The US nuclear bombed itself and the Marshall Islands over 1,000 times. The former Soviet Union nuclear bombed Kazakhstan 460 times and the Ukraine, Turkmenistan and other parts of Russia over 200 times. France repeatedly nuclear bombed Algeria and the Pacific Region, and recently admitted it intentionally targeted French soldiers. The UK nuclear bombed Australia and the South Pacific 45 times (and participated in many of the US bombings in joint tests). China nuclear bombed the historic Tarim Basin, where ancient mummies with European features and clothing were found--a Uyghur region. India and Pakistan have nuclear bombed their own lands six times, respectively. North Korea has bombed itself twice.

Millions of people--have suffered and are still suffering from uranium mining, nuclear bombing fallout, nuclear weapons manufacturing, and nuclear waste threats throughout the world. (In the latest news, the governor of Utah refused shipment of depleted uranium from a South Carolina nuclear weapons plant.) Many of these millions are part of an ever-broadening transnational nuclear abolition movement that now brings together indigenous peoples with environmental groups, anti-nuclear groups, Japanese atomic bombing survivors and descendants, nuclear "test" bombing survivors, atomic veterans, downwinders (which includes everyone on earth--to some degree), industrial radiation victims, and nuclear plant disaster victims. And their descendants.

Vancouver-based film director Fabienne Lips-Dumas creates a cinematic portrait of the legacy of some of the world's 2,000 nuclear bomb explosions--focusing on Japan, the Marshall Islands, Tahiti, New Zealand and the planet--in her 2009 documentary film Children of Armageddon/May the Bomb Be With You:
In the face of a potential nuclear renaissance, this passionate and deeply moving account explores the legacy of nuclear arms in Japan, the Marshall Islands, French Polynesia, New Zealand, and around the world.  The film features Noam Chomsky, Hans Blix, Judge C.G. Weeramantry, Arjun Makhijani, and Douglas Roche.

With the reality of a nuclear threat more and more present - especially because of recent U.S. politics – Maki, the granddaughter of a Hiroshima bombing survivor, strives to keep the memory of the horror alive so that history is not repeated.

Evelyn, originally from the Marshall Islands and exiled in Honolulu, is the adopted daughter of a woman irradiated by a U.S. thermonuclear bomb.  Not only has she lost her home, she lives with the nightmare of genetic malformations and cancers at the forefront of her mind.

Mauréa, a young, Tahitian, anti-nuclear activist, who inherited her passion for activism from her father, struggles in a society where mentioning anything nuclear is taboo.  Through Mauréa’s journey we discover a country torn apart by nuclear colonization and an environment rendered vulnerable to plutonium, one of the strongest poisons in the world.

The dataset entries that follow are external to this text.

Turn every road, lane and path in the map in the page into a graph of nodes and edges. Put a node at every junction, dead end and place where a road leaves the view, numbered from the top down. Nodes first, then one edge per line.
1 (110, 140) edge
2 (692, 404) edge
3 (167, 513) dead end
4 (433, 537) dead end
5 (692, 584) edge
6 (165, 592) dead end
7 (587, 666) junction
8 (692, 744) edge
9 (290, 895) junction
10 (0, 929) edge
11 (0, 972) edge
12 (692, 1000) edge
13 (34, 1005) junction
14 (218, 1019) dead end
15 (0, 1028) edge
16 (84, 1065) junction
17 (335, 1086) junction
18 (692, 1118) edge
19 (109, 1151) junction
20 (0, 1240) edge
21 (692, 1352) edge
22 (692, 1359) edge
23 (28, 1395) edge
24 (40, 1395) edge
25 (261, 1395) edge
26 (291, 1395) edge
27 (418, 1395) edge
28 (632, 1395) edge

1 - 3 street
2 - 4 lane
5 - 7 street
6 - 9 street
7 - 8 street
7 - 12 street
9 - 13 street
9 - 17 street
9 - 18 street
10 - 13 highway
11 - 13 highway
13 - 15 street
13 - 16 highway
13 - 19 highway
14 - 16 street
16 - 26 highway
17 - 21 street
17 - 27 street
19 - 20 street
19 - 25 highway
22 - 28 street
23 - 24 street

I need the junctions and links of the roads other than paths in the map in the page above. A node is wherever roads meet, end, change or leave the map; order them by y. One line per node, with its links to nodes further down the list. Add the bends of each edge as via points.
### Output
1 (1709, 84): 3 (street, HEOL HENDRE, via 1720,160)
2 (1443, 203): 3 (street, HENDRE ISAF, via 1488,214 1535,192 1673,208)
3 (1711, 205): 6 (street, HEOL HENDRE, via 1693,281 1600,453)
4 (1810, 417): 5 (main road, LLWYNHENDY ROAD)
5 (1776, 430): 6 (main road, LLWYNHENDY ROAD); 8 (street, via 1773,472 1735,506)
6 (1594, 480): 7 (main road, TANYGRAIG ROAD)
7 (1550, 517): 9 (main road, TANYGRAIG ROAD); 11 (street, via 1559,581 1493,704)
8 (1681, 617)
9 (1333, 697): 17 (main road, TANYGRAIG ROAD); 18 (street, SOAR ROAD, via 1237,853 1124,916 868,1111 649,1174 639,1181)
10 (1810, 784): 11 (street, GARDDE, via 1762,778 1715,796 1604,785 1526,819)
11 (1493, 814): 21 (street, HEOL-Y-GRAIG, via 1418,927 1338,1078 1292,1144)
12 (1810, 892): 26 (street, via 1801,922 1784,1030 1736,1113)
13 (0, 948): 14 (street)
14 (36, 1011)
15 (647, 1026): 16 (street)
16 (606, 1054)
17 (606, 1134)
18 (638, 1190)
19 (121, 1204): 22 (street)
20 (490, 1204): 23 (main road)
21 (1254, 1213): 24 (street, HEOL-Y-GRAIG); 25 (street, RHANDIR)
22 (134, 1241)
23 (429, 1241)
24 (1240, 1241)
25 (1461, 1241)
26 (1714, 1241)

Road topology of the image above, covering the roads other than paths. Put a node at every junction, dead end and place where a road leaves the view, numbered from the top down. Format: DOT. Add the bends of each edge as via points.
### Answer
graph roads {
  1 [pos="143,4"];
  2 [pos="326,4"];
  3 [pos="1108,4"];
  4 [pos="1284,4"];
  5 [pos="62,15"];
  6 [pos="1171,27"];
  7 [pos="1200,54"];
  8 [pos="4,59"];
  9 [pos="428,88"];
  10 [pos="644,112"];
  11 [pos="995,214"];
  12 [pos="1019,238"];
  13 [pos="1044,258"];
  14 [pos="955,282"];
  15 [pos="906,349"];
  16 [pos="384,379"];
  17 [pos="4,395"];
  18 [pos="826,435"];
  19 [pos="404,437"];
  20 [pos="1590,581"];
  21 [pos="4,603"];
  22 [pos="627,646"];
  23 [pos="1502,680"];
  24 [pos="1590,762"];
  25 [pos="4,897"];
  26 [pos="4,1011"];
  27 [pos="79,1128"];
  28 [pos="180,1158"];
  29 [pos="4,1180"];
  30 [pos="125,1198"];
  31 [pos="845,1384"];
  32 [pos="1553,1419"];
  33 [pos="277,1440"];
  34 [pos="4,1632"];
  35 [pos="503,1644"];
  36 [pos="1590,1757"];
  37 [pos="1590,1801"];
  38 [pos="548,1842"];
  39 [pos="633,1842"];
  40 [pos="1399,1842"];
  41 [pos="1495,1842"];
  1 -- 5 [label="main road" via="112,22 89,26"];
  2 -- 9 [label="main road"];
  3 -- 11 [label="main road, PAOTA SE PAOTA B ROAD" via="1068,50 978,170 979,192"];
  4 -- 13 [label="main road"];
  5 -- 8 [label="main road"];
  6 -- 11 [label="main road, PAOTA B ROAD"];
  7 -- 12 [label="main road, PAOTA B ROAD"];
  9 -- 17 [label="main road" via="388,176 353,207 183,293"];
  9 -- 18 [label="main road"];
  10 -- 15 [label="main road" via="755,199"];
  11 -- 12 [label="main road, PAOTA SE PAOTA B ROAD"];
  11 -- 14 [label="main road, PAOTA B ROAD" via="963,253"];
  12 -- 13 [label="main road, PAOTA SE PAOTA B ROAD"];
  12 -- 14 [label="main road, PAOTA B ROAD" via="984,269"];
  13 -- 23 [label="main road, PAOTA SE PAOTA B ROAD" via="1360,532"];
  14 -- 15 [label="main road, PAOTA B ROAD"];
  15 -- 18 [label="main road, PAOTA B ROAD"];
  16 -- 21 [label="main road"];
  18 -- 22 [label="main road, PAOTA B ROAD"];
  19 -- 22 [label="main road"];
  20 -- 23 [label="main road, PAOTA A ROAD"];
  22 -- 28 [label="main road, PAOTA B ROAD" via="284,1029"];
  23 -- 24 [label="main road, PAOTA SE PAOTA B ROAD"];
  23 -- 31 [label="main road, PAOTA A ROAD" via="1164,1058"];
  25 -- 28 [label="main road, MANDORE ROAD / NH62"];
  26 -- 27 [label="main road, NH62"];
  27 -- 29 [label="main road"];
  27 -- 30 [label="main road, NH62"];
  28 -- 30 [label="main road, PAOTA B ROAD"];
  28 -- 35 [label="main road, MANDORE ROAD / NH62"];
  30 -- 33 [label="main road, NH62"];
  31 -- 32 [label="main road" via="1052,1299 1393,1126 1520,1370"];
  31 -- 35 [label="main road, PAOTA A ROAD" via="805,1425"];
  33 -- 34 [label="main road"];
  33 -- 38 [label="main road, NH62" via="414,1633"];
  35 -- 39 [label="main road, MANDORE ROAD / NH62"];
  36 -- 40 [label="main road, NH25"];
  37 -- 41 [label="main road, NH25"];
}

In New Zealand, an anti-nuclear country, we meet Annie.  She walks in the shoes of her parents, heroic figures in the peace movement, and instrumental in the condemnation of arms by the International Court of Justice.  Annie works to inspire youth towards activism and away from fear and complacency.

These young women introduce us to the film's themes: the rewriting of history for the purposes of political opportunism, the reality of new nuclear arms, planetary contamination, the anti-missile shield program, and peace movements.

From Hiroshima, the Marshall Islands, Tahiti, and New Zealand, to Vienna, Washington D.C., and Vancouver we hear the accounts of scientists, media and political experts, activists, and, of course, the descendants - who cling to the hope that their testimony can free us from the threat of sudden destruction.